Dataset items:
____________

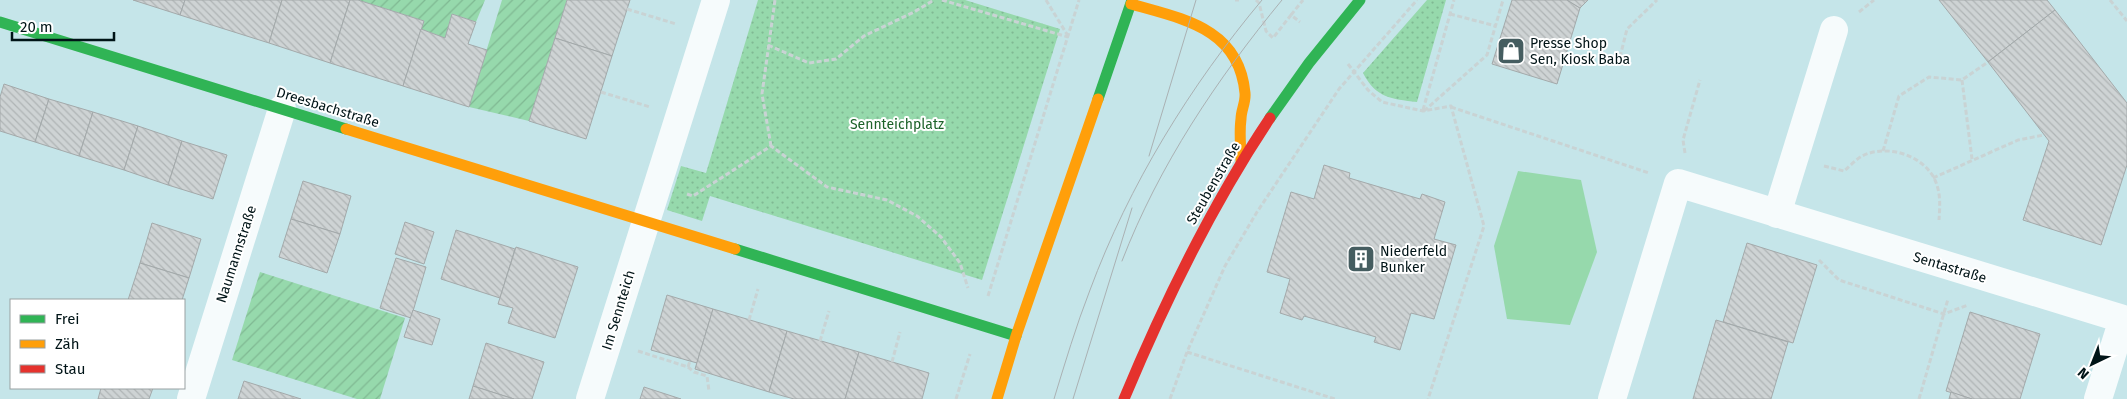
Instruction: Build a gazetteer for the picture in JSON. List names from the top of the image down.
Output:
{
  "streets": {
    "street": [
      "Dreesbachstraße",
      "Steubenstraße",
      "Naumannstraße",
      "Sentastraße",
      "Im Sennteich"
    ]
  },
  "crossings": [
    ["Dreesbachstraße", "Naumannstraße"],
    ["Dreesbachstraße", "Im Sennteich"]
  ],
  "parks": ["Sennteichplatz"],
  "places": {
    "shop": ["Presse Shop Sen, Kiosk Baba"],
    "building": ["Niederfeld Bunker"]
  },
  "legend": ["Frei", "Zäh", "Stau"],
  "scale_bar": "20 m",
  "north": "bottom left"
}
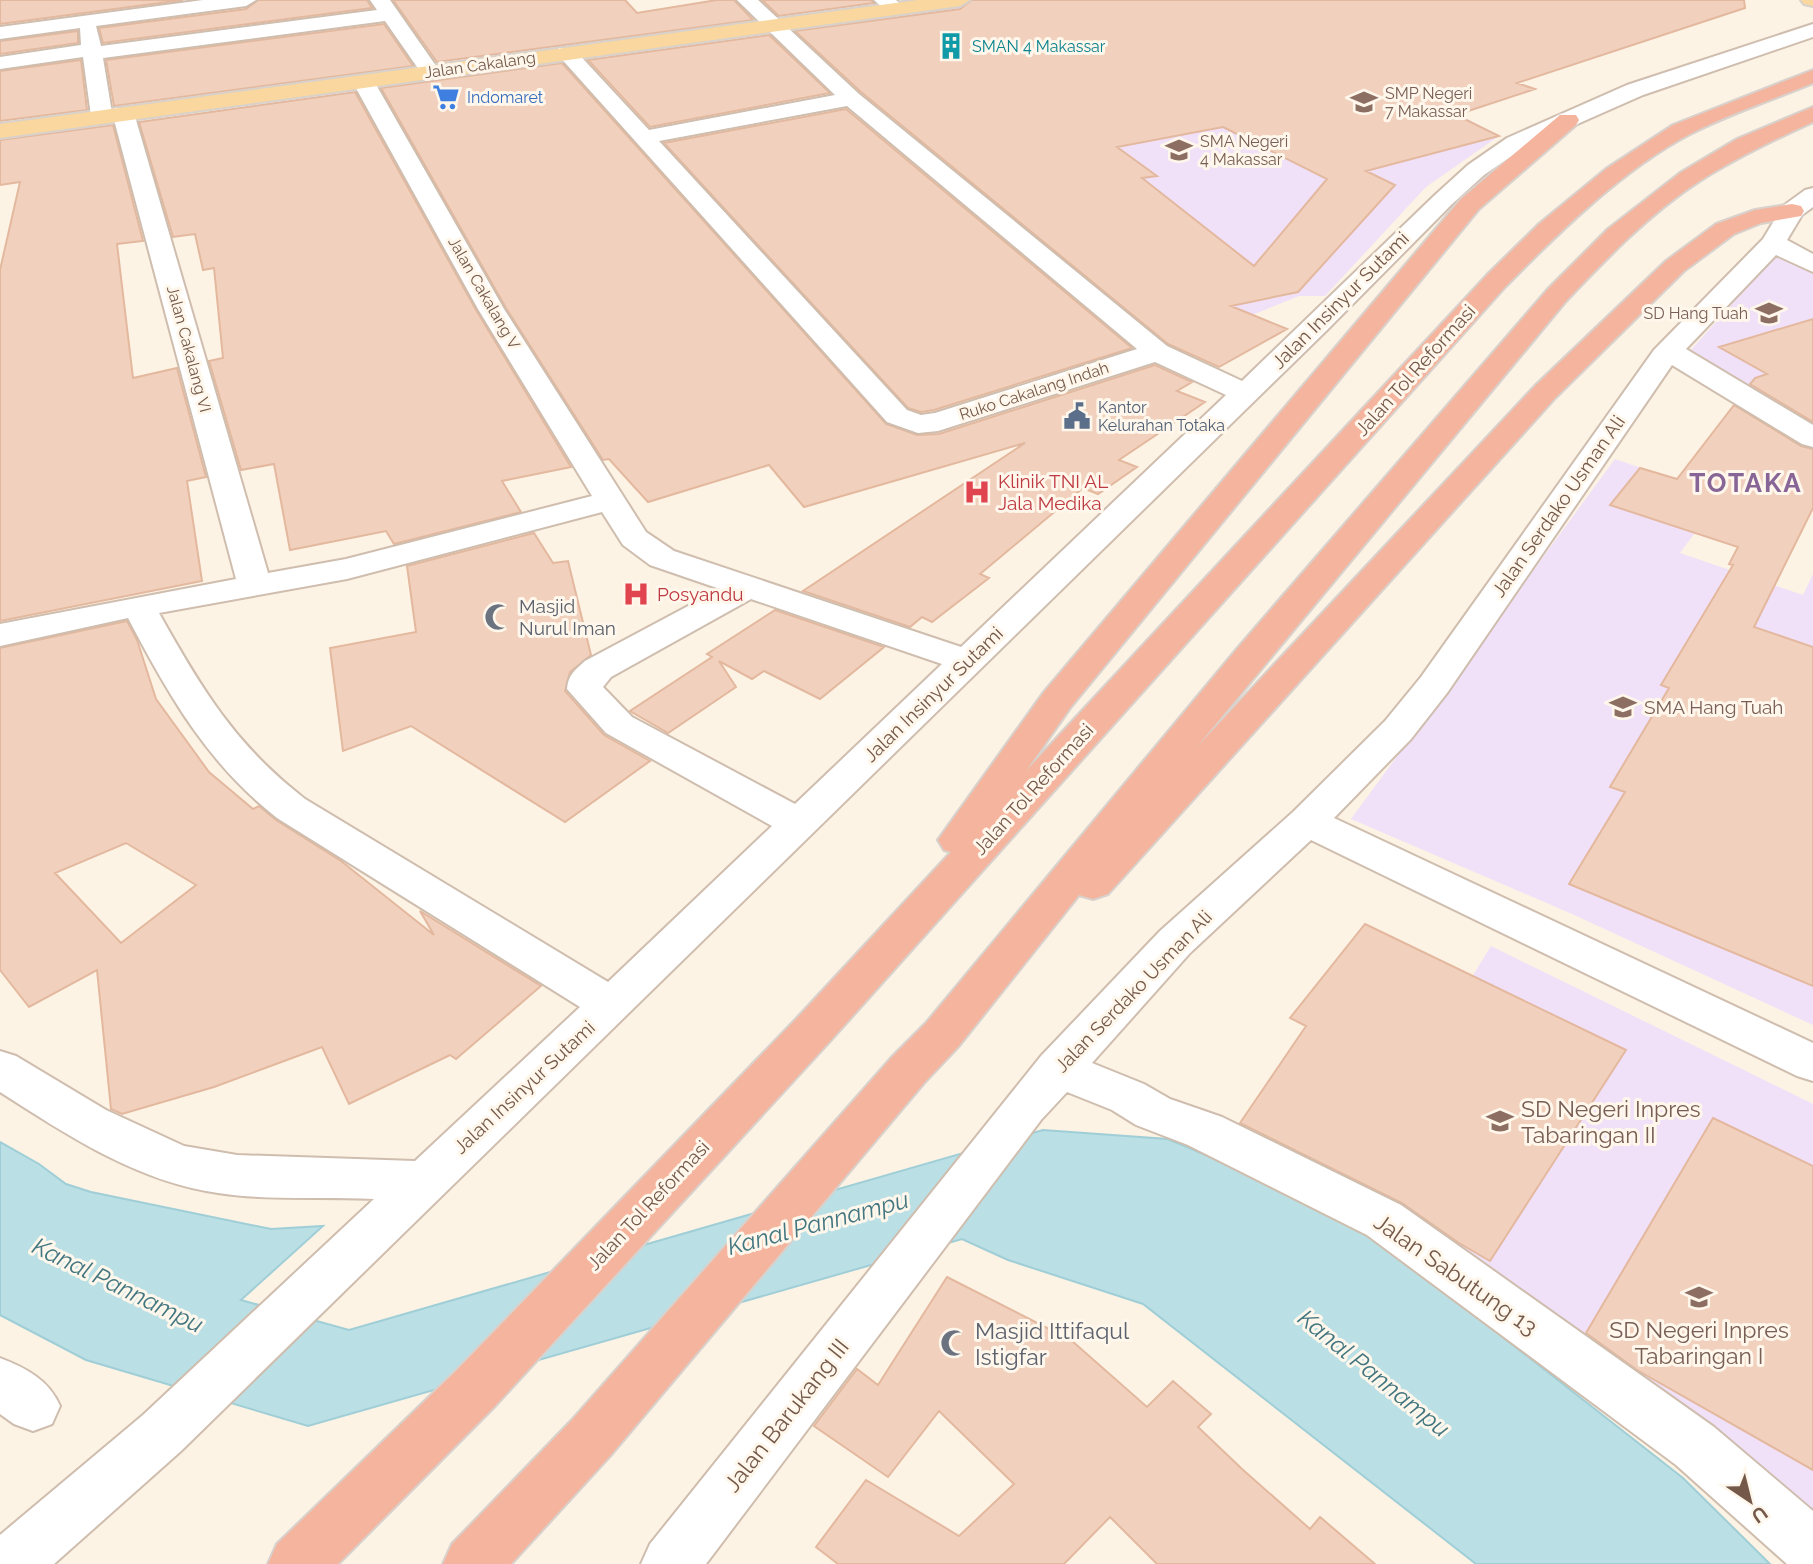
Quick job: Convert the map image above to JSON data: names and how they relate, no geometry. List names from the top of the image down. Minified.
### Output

____________

WORK ITEM:
Produce a verbatim copy of all records, minus pictures.

RESPONSE TO THIS TASK:
Instruction: Build a gazetteer for the picture in JSON. List names from the top of the image down.
Output:
{
  "streets": {
    "street": [
      "Dreesbachstraße",
      "Steubenstraße",
      "Naumannstraße",
      "Sentastraße",
      "Im Sennteich"
    ]
  },
  "crossings": [
    ["Dreesbachstraße", "Naumannstraße"],
    ["Dreesbachstraße", "Im Sennteich"]
  ],
  "parks": ["Sennteichplatz"],
  "places": {
    "shop": ["Presse Shop Sen, Kiosk Baba"],
    "building": ["Niederfeld Bunker"]
  },
  "legend": ["Frei", "Zäh", "Stau"],
  "scale_bar": "20 m",
  "north": "bottom left"
}
Quick job: Convert the map image above to JSON data: names and how they relate, no geometry. List names from the top of the image down. Minified.
### Output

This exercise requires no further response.